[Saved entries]
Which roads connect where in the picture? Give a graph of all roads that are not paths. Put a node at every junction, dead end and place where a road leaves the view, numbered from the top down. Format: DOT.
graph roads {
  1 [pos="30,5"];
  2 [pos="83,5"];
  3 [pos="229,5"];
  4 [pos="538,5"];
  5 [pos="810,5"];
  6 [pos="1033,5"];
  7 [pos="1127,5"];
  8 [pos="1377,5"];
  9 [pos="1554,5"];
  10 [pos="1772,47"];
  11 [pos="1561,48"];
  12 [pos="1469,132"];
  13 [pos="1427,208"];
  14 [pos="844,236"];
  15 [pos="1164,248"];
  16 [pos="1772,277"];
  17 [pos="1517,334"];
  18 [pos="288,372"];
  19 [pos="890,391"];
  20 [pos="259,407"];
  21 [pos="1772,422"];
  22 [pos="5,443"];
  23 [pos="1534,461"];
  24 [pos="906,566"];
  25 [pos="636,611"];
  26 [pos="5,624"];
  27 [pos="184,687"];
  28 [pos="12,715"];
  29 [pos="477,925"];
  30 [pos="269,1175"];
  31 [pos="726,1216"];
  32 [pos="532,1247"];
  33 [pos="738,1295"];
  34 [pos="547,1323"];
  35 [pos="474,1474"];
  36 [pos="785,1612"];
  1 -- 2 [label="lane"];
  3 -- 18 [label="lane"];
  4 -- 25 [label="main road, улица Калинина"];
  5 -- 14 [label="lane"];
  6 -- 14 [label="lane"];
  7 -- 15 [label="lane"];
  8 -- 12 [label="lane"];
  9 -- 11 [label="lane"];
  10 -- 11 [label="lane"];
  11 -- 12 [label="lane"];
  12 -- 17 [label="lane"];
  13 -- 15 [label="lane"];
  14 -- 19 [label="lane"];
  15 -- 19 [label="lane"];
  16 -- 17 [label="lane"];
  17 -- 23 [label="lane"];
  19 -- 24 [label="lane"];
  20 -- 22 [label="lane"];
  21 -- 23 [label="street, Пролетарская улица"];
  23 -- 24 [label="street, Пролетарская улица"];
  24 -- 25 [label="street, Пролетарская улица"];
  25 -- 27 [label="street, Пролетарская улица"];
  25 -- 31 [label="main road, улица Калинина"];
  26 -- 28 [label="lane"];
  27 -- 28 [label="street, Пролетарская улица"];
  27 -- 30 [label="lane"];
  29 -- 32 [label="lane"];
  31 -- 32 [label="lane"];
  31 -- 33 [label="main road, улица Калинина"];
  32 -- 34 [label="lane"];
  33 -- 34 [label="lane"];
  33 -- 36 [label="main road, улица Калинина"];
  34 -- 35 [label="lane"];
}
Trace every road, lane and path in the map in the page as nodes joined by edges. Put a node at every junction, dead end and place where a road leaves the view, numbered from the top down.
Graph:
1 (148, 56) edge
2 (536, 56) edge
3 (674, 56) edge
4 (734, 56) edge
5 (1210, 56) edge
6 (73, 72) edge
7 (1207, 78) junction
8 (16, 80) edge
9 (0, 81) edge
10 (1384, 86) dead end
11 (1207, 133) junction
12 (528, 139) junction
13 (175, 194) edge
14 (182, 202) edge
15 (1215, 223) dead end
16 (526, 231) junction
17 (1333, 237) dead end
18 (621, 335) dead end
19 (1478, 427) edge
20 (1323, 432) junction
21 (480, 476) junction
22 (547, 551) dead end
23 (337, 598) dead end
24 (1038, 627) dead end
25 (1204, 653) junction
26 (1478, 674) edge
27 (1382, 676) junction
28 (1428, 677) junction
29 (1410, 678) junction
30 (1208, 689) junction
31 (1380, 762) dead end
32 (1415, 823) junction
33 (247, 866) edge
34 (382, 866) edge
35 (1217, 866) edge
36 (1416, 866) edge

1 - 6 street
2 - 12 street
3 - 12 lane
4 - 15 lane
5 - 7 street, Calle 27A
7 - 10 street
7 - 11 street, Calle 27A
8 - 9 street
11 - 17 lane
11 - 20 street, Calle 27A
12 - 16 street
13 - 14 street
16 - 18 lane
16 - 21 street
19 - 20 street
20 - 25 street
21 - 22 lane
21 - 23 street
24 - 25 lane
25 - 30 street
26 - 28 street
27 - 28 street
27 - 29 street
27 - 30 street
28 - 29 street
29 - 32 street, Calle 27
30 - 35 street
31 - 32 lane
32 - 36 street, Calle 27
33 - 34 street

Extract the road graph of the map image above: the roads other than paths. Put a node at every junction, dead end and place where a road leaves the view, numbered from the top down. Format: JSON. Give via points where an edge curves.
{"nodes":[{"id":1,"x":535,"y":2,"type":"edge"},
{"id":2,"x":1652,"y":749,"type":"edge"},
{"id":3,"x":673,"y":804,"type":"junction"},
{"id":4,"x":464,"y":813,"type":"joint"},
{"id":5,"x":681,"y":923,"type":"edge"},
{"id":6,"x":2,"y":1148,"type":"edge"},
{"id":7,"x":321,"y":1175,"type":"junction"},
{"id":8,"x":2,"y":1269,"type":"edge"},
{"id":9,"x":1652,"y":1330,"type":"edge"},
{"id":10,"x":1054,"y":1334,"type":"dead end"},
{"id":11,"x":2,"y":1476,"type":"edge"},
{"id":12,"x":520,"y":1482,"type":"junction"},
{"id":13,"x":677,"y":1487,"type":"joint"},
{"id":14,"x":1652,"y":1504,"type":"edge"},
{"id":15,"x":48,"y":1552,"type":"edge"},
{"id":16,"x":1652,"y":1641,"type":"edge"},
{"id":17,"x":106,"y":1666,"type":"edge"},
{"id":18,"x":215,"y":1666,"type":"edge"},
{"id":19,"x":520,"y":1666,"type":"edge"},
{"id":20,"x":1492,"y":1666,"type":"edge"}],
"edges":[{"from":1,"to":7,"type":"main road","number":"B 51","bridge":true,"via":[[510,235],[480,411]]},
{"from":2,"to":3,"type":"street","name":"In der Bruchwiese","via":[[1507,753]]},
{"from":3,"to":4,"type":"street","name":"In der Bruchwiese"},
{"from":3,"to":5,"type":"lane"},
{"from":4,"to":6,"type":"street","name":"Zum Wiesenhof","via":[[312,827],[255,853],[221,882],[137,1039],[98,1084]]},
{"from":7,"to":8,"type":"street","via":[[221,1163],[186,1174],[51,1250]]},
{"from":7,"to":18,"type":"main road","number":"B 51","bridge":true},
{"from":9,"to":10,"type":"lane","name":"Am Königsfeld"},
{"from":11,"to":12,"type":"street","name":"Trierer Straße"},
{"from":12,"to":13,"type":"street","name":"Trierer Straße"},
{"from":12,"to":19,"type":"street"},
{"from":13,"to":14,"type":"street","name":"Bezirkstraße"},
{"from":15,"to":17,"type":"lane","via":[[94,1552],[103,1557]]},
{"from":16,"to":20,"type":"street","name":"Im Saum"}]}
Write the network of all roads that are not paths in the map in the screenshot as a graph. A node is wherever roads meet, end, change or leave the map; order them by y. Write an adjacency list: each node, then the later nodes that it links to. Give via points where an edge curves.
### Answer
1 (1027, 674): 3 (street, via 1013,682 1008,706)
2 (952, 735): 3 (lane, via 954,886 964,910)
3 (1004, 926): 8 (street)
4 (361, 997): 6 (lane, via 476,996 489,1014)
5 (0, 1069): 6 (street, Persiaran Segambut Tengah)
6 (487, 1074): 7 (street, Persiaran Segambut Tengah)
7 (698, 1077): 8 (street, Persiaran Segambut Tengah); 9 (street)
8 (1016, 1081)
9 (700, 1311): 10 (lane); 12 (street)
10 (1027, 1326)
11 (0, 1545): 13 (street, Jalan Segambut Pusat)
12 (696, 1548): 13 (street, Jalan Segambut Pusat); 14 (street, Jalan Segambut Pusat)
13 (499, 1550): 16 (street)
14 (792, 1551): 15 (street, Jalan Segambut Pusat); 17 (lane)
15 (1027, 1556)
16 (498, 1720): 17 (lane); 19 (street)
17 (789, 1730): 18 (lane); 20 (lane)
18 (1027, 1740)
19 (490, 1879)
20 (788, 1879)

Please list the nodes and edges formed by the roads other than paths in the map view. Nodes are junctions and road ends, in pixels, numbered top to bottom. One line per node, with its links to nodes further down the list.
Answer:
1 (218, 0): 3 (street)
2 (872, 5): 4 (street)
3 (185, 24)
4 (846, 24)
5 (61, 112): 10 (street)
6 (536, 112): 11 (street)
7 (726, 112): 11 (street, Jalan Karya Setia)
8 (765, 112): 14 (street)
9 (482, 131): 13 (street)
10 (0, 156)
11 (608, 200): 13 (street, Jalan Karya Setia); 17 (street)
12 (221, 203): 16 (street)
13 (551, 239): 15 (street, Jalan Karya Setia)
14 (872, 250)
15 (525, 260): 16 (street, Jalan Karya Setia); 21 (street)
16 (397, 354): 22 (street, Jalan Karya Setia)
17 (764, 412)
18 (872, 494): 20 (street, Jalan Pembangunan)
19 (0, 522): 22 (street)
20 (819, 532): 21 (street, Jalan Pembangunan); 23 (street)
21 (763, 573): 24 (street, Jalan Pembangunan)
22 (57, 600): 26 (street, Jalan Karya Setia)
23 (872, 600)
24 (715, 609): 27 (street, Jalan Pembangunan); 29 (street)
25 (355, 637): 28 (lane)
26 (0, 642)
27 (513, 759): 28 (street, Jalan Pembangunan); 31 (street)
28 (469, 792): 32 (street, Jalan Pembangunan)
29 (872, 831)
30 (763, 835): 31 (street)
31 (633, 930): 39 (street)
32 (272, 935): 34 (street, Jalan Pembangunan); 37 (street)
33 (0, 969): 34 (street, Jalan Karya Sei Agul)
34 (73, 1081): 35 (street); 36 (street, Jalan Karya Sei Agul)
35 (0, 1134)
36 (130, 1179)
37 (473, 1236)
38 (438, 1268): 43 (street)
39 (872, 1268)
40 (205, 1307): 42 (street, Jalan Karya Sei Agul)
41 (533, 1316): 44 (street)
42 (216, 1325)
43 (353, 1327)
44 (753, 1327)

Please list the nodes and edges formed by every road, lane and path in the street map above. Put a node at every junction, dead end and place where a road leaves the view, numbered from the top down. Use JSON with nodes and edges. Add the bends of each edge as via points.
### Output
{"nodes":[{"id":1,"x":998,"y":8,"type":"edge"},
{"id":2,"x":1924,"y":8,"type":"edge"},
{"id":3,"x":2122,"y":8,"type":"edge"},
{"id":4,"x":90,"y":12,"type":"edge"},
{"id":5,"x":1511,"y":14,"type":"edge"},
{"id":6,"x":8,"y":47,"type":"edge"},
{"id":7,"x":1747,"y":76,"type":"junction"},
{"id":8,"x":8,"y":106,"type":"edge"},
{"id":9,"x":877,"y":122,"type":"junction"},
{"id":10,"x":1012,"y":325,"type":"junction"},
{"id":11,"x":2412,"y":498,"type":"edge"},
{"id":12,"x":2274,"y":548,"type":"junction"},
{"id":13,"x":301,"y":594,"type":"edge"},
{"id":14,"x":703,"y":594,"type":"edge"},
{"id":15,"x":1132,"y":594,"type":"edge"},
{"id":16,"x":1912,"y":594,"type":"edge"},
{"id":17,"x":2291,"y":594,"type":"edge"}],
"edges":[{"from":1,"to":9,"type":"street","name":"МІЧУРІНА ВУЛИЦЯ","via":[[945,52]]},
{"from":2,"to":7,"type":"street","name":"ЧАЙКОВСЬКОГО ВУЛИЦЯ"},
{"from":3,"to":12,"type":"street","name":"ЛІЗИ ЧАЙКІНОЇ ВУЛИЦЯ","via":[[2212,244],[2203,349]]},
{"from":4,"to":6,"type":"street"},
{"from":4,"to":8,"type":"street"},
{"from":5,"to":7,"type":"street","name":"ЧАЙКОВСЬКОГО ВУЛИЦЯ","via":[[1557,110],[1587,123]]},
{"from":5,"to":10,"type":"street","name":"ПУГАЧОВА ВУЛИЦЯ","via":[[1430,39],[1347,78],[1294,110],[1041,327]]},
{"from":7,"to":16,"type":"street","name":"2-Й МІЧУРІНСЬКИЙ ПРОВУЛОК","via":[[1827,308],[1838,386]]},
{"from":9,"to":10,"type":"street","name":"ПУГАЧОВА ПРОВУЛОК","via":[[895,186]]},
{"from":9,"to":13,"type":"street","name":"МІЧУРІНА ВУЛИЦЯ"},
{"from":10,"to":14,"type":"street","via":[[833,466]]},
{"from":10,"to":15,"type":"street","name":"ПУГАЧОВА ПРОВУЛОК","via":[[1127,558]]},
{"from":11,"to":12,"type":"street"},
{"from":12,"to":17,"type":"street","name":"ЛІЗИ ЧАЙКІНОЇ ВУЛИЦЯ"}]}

- _Your goal_
Search the data above for the string "Trierer" and copy each line that has it.

- _The answer_
{"from":11,"to":12,"type":"street","name":"Trierer Straße"},
{"from":12,"to":13,"type":"street","name":"Trierer Straße"},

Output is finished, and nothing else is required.